ACTIVITY: Give the listing again word for word. Skip the pictures.

= = =

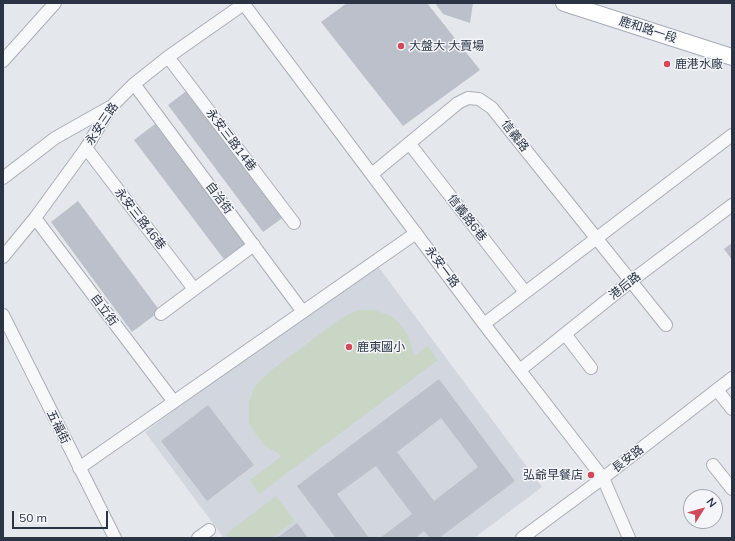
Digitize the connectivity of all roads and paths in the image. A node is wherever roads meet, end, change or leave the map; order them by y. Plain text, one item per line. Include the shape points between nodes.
1 (54, 3) edge
2 (244, 3) edge
3 (564, 3) edge
4 (168, 57) junction
5 (732, 57) edge
6 (3, 61) edge
7 (134, 84) junction
8 (111, 106) junction
9 (732, 135) edge
10 (409, 143) junction
11 (86, 148) junction
12 (372, 174) junction
13 (3, 178) edge
14 (732, 205) edge
15 (35, 218) junction
16 (294, 223) dead end
17 (416, 233) junction
18 (596, 238) junction
19 (254, 245) junction
20 (3, 257) edge
21 (630, 281) junction
22 (194, 290) junction
23 (525, 292) junction
24 (303, 312) junction
25 (161, 314) dead end
26 (3, 315) edge
27 (484, 324) junction
28 (666, 325) dead end
29 (565, 334) junction
30 (591, 368) dead end
31 (520, 370) junction
32 (732, 378) edge
33 (717, 390) junction
34 (174, 402) junction
35 (732, 410) edge
36 (713, 465) dead end
37 (79, 468) junction
38 (603, 478) junction
39 (732, 489) edge
40 (210, 530) dead end
41 (115, 538) edge
42 (198, 538) edge
43 (522, 538) edge
44 (629, 538) edge

1 - 6 street
2 - 4 street, 永安三路
2 - 12 street, 永安一路
3 - 5 main road, 鹿和路一段
4 - 7 street, 永安三路
4 - 16 street, 永安三路14巷
7 - 8 street, 永安三路
7 - 19 street, 自治街
8 - 11 street, 永安三路
8 - 13 street via 56,138
9 - 18 street
10 - 12 street, 信義路
10 - 18 street, 信義路 via 458,103 468,98 479,100 492,108
10 - 23 street, 信義路6巷
11 - 15 street, 永安三路
11 - 22 street, 永安三路46巷
12 - 17 street, 永安一路
14 - 21 street, 港后路
15 - 20 street, 永安三路
15 - 34 street, 自立街
17 - 24 street
17 - 27 street, 永安一路
18 - 21 street, 信義路
18 - 23 street
19 - 22 street
19 - 24 street, 自治街
21 - 28 street, 信義路
21 - 29 street, 港后路
22 - 25 street
23 - 27 street
24 - 34 street
26 - 37 street, 五福街
27 - 31 street, 永安一路
29 - 30 street
29 - 31 street, 港后路
31 - 38 street, 永安一路
32 - 33 street, 長安路
33 - 35 street
33 - 38 street, 長安路
34 - 37 street
36 - 39 street
37 - 41 street, 五福街
38 - 43 street, 長安路
38 - 44 street, 永安一路
40 - 42 street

= = =

SOLUTION FOR THIS TASK:
Digitize the connectivity of all roads and paths in the image. A node is wherever roads meet, end, change or leave the map; order them by y. Plain text, one item per line. Include the shape points between nodes.
1 (54, 3) edge
2 (244, 3) edge
3 (564, 3) edge
4 (168, 57) junction
5 (732, 57) edge
6 (3, 61) edge
7 (134, 84) junction
8 (111, 106) junction
9 (732, 135) edge
10 (409, 143) junction
11 (86, 148) junction
12 (372, 174) junction
13 (3, 178) edge
14 (732, 205) edge
15 (35, 218) junction
16 (294, 223) dead end
17 (416, 233) junction
18 (596, 238) junction
19 (254, 245) junction
20 (3, 257) edge
21 (630, 281) junction
22 (194, 290) junction
23 (525, 292) junction
24 (303, 312) junction
25 (161, 314) dead end
26 (3, 315) edge
27 (484, 324) junction
28 (666, 325) dead end
29 (565, 334) junction
30 (591, 368) dead end
31 (520, 370) junction
32 (732, 378) edge
33 (717, 390) junction
34 (174, 402) junction
35 (732, 410) edge
36 (713, 465) dead end
37 (79, 468) junction
38 (603, 478) junction
39 (732, 489) edge
40 (210, 530) dead end
41 (115, 538) edge
42 (198, 538) edge
43 (522, 538) edge
44 (629, 538) edge

1 - 6 street
2 - 4 street, 永安三路
2 - 12 street, 永安一路
3 - 5 main road, 鹿和路一段
4 - 7 street, 永安三路
4 - 16 street, 永安三路14巷
7 - 8 street, 永安三路
7 - 19 street, 自治街
8 - 11 street, 永安三路
8 - 13 street via 56,138
9 - 18 street
10 - 12 street, 信義路
10 - 18 street, 信義路 via 458,103 468,98 479,100 492,108
10 - 23 street, 信義路6巷
11 - 15 street, 永安三路
11 - 22 street, 永安三路46巷
12 - 17 street, 永安一路
14 - 21 street, 港后路
15 - 20 street, 永安三路
15 - 34 street, 自立街
17 - 24 street
17 - 27 street, 永安一路
18 - 21 street, 信義路
18 - 23 street
19 - 22 street
19 - 24 street, 自治街
21 - 28 street, 信義路
21 - 29 street, 港后路
22 - 25 street
23 - 27 street
24 - 34 street
26 - 37 street, 五福街
27 - 31 street, 永安一路
29 - 30 street
29 - 31 street, 港后路
31 - 38 street, 永安一路
32 - 33 street, 長安路
33 - 35 street
33 - 38 street, 長安路
34 - 37 street
36 - 39 street
37 - 41 street, 五福街
38 - 43 street, 長安路
38 - 44 street, 永安一路
40 - 42 street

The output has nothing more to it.